- [Task requirements] Write the data out again, character for character, with no images.

- [Data extract]

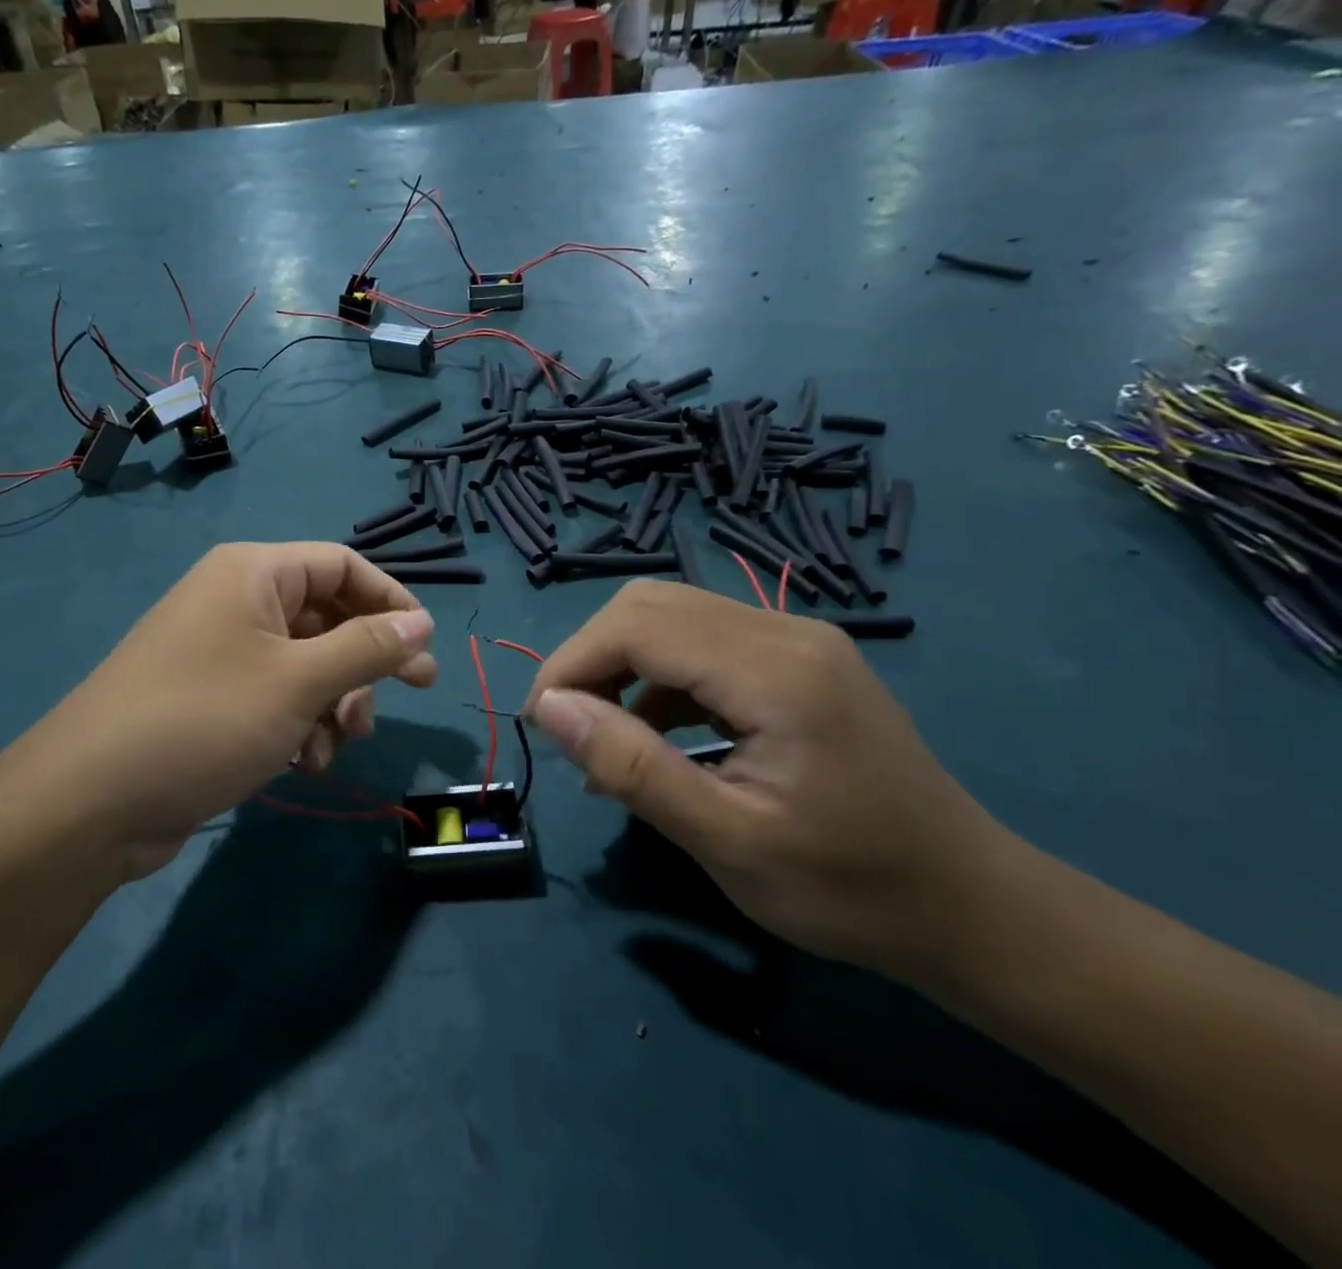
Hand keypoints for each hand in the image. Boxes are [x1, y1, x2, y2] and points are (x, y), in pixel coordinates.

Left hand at [9, 543, 437, 881]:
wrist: (91, 801)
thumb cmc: (206, 719)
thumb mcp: (300, 681)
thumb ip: (368, 647)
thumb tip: (423, 622)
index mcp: (254, 573)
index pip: (342, 565)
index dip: (390, 600)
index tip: (424, 646)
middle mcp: (236, 601)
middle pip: (326, 616)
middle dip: (365, 662)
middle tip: (409, 695)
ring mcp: (220, 650)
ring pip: (306, 662)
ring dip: (335, 701)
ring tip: (338, 745)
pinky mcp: (211, 697)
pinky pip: (276, 695)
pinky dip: (300, 723)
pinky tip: (303, 762)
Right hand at [525, 581, 1007, 982]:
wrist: (971, 907)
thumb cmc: (850, 888)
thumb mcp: (728, 841)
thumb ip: (633, 767)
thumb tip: (550, 708)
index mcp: (775, 671)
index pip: (638, 626)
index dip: (573, 663)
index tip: (541, 723)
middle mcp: (785, 632)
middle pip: (651, 604)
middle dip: (591, 657)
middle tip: (568, 726)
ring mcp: (797, 640)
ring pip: (673, 616)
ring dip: (621, 665)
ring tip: (602, 737)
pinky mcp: (798, 659)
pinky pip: (704, 642)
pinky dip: (659, 678)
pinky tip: (653, 736)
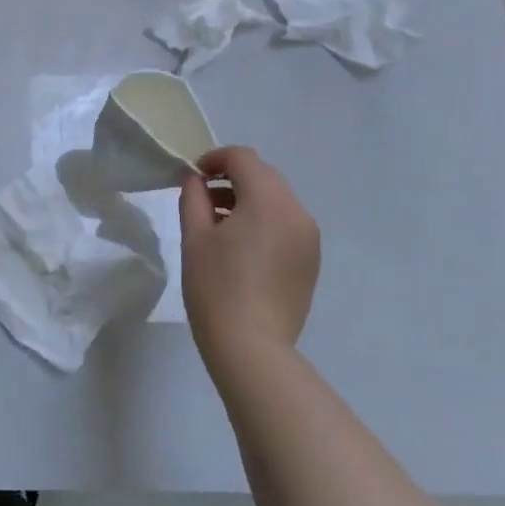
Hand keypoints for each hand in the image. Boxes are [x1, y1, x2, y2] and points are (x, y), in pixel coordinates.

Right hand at [178, 146, 320, 370]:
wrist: (252, 347)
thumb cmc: (216, 287)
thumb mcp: (194, 237)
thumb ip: (193, 197)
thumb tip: (194, 178)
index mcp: (268, 201)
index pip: (244, 158)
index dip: (215, 159)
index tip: (193, 177)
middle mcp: (297, 212)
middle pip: (264, 176)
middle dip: (233, 179)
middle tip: (202, 200)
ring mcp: (309, 238)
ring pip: (277, 200)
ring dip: (248, 200)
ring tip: (219, 226)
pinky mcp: (311, 260)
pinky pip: (286, 224)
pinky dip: (264, 221)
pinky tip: (241, 248)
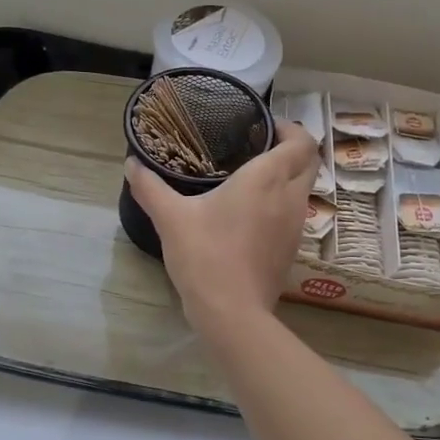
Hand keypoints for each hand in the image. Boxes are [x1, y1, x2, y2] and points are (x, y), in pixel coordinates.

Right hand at [126, 121, 318, 342]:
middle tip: (257, 147)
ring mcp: (295, 226)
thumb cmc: (204, 255)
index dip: (288, 128)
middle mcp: (290, 197)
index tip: (261, 127)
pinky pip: (294, 214)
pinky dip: (281, 204)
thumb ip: (150, 187)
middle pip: (309, 161)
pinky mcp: (291, 249)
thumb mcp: (170, 218)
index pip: (301, 140)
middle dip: (291, 149)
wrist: (232, 312)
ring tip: (252, 179)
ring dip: (287, 177)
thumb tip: (131, 164)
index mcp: (267, 178)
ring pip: (303, 189)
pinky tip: (252, 214)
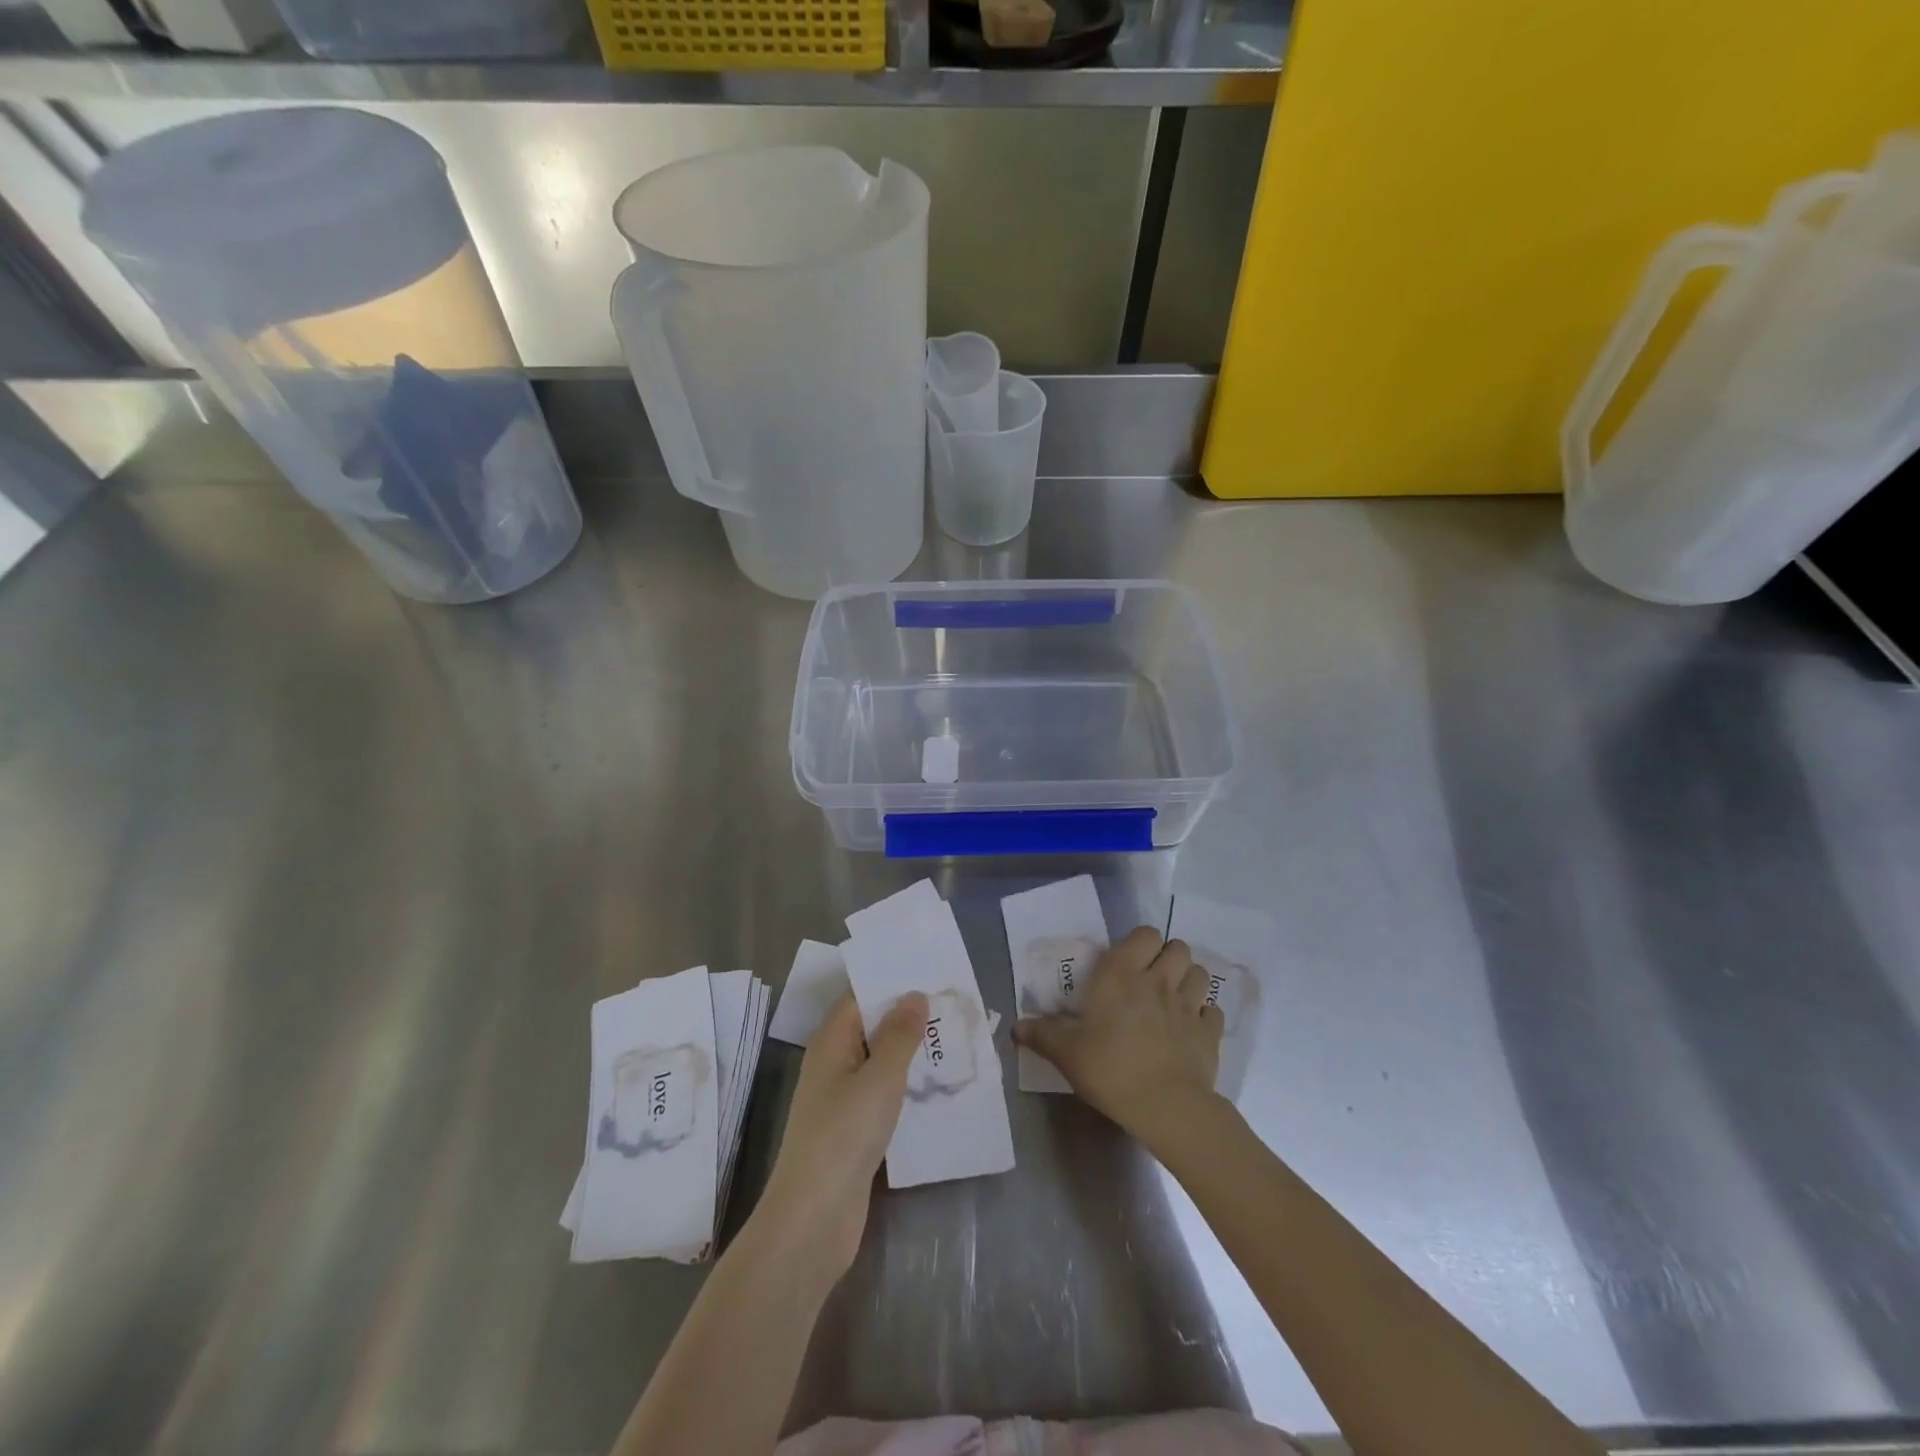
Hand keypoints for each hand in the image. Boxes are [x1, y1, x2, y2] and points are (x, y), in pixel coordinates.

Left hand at [755, 990, 927, 1278]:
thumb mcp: (879, 1078)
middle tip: (951, 1002)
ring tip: (953, 1037)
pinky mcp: (853, 1130)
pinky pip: (882, 1093)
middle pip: (870, 1026)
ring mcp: (841, 1099)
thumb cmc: (844, 1136)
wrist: (814, 1219)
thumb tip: (914, 994)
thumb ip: (899, 1035)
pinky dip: (906, 1085)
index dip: (890, 981)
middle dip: (906, 1014)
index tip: (928, 970)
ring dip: (910, 1051)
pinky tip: (936, 1086)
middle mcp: (833, 1063)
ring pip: (879, 1061)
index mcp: (831, 1042)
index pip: (859, 996)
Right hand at [1014, 926, 1224, 1148]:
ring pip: (1199, 973)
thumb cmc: (1110, 1069)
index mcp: (1122, 974)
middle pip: (1178, 947)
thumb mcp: (1067, 1054)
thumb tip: (1016, 1027)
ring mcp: (1189, 1005)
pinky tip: (1192, 1029)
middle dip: (1168, 957)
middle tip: (1152, 978)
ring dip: (1189, 980)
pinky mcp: (1210, 1033)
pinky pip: (1213, 1012)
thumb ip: (1043, 1035)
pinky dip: (1205, 1016)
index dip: (1141, 943)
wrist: (1165, 1106)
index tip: (1129, 962)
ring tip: (1174, 998)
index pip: (1144, 934)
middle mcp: (1158, 980)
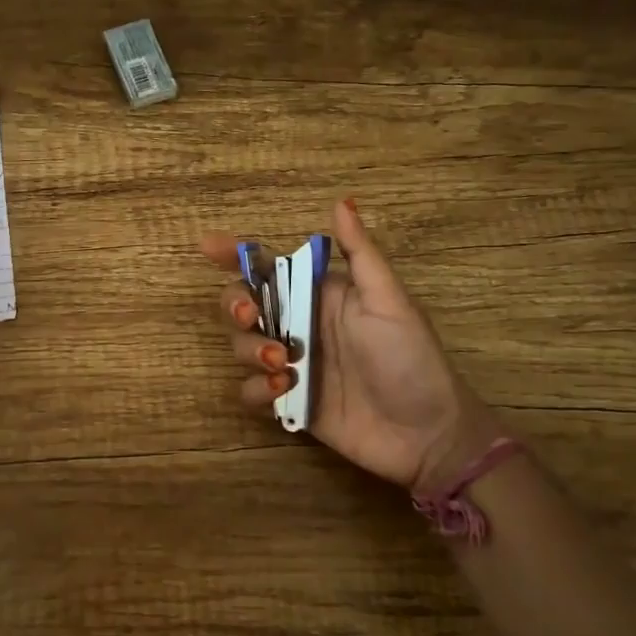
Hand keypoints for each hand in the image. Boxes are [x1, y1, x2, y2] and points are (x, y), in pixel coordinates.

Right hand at [202, 200, 502, 495]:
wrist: (426, 434)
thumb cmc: (410, 358)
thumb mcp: (389, 301)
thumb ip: (360, 254)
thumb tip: (341, 201)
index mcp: (320, 295)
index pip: (269, 267)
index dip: (235, 254)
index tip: (209, 247)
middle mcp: (299, 325)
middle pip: (243, 305)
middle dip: (236, 306)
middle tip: (252, 317)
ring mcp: (290, 365)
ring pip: (240, 347)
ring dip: (250, 350)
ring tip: (282, 363)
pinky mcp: (288, 402)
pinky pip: (250, 390)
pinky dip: (257, 389)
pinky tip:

- [Exercise solution]
Hand keypoints for each hand in the image. Boxes are [x1, y1, x2, y2] and points are (x, y), in pixel coordinates.

Left hand at [9, 543, 437, 881]:
wrist: (91, 801)
thumb cmc: (206, 719)
thumb mcp: (300, 681)
thumb ip: (368, 647)
thumb tip: (423, 622)
index mcp: (254, 573)
index pip: (342, 565)
index dip: (390, 600)
index tip: (424, 646)
middle mcp: (236, 601)
middle pip: (326, 616)
middle dip: (365, 662)
middle tip: (409, 695)
ring mcp: (220, 650)
ring pip: (306, 662)
ring dip: (335, 701)
ring tip: (338, 745)
pinky mcp: (211, 697)
pinky pip: (276, 695)
pinky dip: (300, 723)
pinky tip: (303, 762)
Right hand at [525, 581, 1007, 982]:
wrist: (971, 907)
thumb cmc: (850, 888)
thumb mcp: (728, 841)
thumb ip: (633, 767)
thumb tip: (550, 708)
index mcp: (775, 671)
index pip: (638, 626)
index dip: (573, 663)
index tip: (541, 723)
middle mcp: (785, 632)
middle pip: (651, 604)
middle dip: (591, 657)
middle tip: (568, 726)
ring mcp: (797, 640)
ring pip: (673, 616)
ring dip: (621, 665)
ring tip: (602, 737)
pinky mcp: (798, 659)
pinky pip: (704, 642)
pinky dip: (659, 678)
pinky tip: (653, 736)
Hand keypoints for each hand in the image. Boxes are [x1, y1, x2, y2] and points are (x, y), in pixel coordinates.

Right hand at [178, 146, 320, 370]:
wrist: (252, 347)
thumb cmc: (216, 287)
thumb mcp: (194, 237)
thumb ip: (193, 197)
thumb tip: (194, 178)
index mcp: (268, 201)
index pip: (244, 158)
index dip: (215, 159)
index tip: (193, 177)
middle mcp: (297, 212)
middle pip: (264, 176)
middle dip: (233, 179)
middle tip: (202, 200)
ring mcp: (309, 238)
ring pip: (277, 200)
ring dip: (248, 200)
ring tip: (219, 226)
pinky mcp: (311, 260)
pinky pip: (286, 224)
pinky dip: (264, 221)
pinky tip: (241, 248)
Hand keypoints for each hand in the image. Boxes are [x1, y1, x2, y2] and points are (x, y), in pixel coordinates.

Right hand at [126, 121, 318, 342]:
middle tip: (257, 147)
ring mcp: (295, 226)
thumb cmc: (204, 255)
index dip: (288, 128)
middle mcp: (290, 197)
index tip: (261, 127)
pinky pip: (294, 214)
pinky dip: (281, 204)
thumb ip: (150, 187)
middle pip: (309, 161)
pinky mcp: (291, 249)
thumb mcp: (170, 218)
index pip: (301, 140)
middle dip: (291, 149)
wrist: (232, 312)
ring tip: (252, 179)
ring dip: (287, 177)
thumb tip: (131, 164)
index mcp: (267, 178)
ring pip: (303, 189)
pinky tip: (252, 214)
Hand keypoints for each hand in the image. Boxes are [x1, y1, x2, y2] and points are (x, y), in pixel coordinates.

Left hand at [755, 990, 927, 1278]:
thumb mcp: (879, 1078)
middle tip: (951, 1002)
ring tip: (953, 1037)
pinky mcp: (853, 1130)
pinky pip: (882, 1093)
middle pip: (870, 1026)
ring mcp: (841, 1099)
thumb cmc: (844, 1136)
wrist: (814, 1219)
thumb tip: (914, 994)
thumb ip: (899, 1035)
pinky dip: (906, 1085)
index dip: (890, 981)
middle dip: (906, 1014)
index tip: (928, 970)
ring dip: (910, 1051)
pinky tip: (936, 1086)
middle mcp: (833, 1063)
ring pip: (879, 1061)
index mcp: (831, 1042)
index pip: (859, 996)
Right hand at [1014, 926, 1224, 1148]:
ring pip: (1199, 973)
thumb cmc: (1110, 1069)
index mcp: (1122, 974)
middle pip: (1178, 947)
thumb mcp: (1067, 1054)
thumb tip: (1016, 1027)
ring mcp: (1189, 1005)
pinky tip: (1192, 1029)
middle dip: (1168, 957)
middle tip: (1152, 978)
ring dip: (1189, 980)
pinky mcp: (1210, 1033)
pinky pip: (1213, 1012)
thumb ip: (1043, 1035)
pinky dip: (1205, 1016)
index dip: (1141, 943)
wrist: (1165, 1106)
index tip: (1129, 962)
ring tip: (1174, 998)
index pip: (1144, 934)
middle mcp: (1158, 980)
Hand keypoints for each hand in the image. Boxes are [x1, y1, x2, y2] and points are (x, y), in pixel coordinates.

Right hand at [202, 200, 502, 495]:
wrist: (426, 434)
thumb cmc: (410, 358)
thumb mcp: (389, 301)
thumb ip: (360, 254)
thumb tip: (341, 201)
index mcp: (320, 295)
index pip: (269, 267)
index dip: (235, 254)
index tip: (209, 247)
middle mcp: (299, 325)
middle pip: (243, 305)
middle dip: (236, 306)
middle tip: (252, 317)
ring mcp: (290, 365)
ring pip: (240, 347)
ring dip: (250, 350)
ring tip: (282, 363)
pinky mcp: (288, 402)
pinky pip: (250, 390)
pinky dip: (257, 389)
pinky tip:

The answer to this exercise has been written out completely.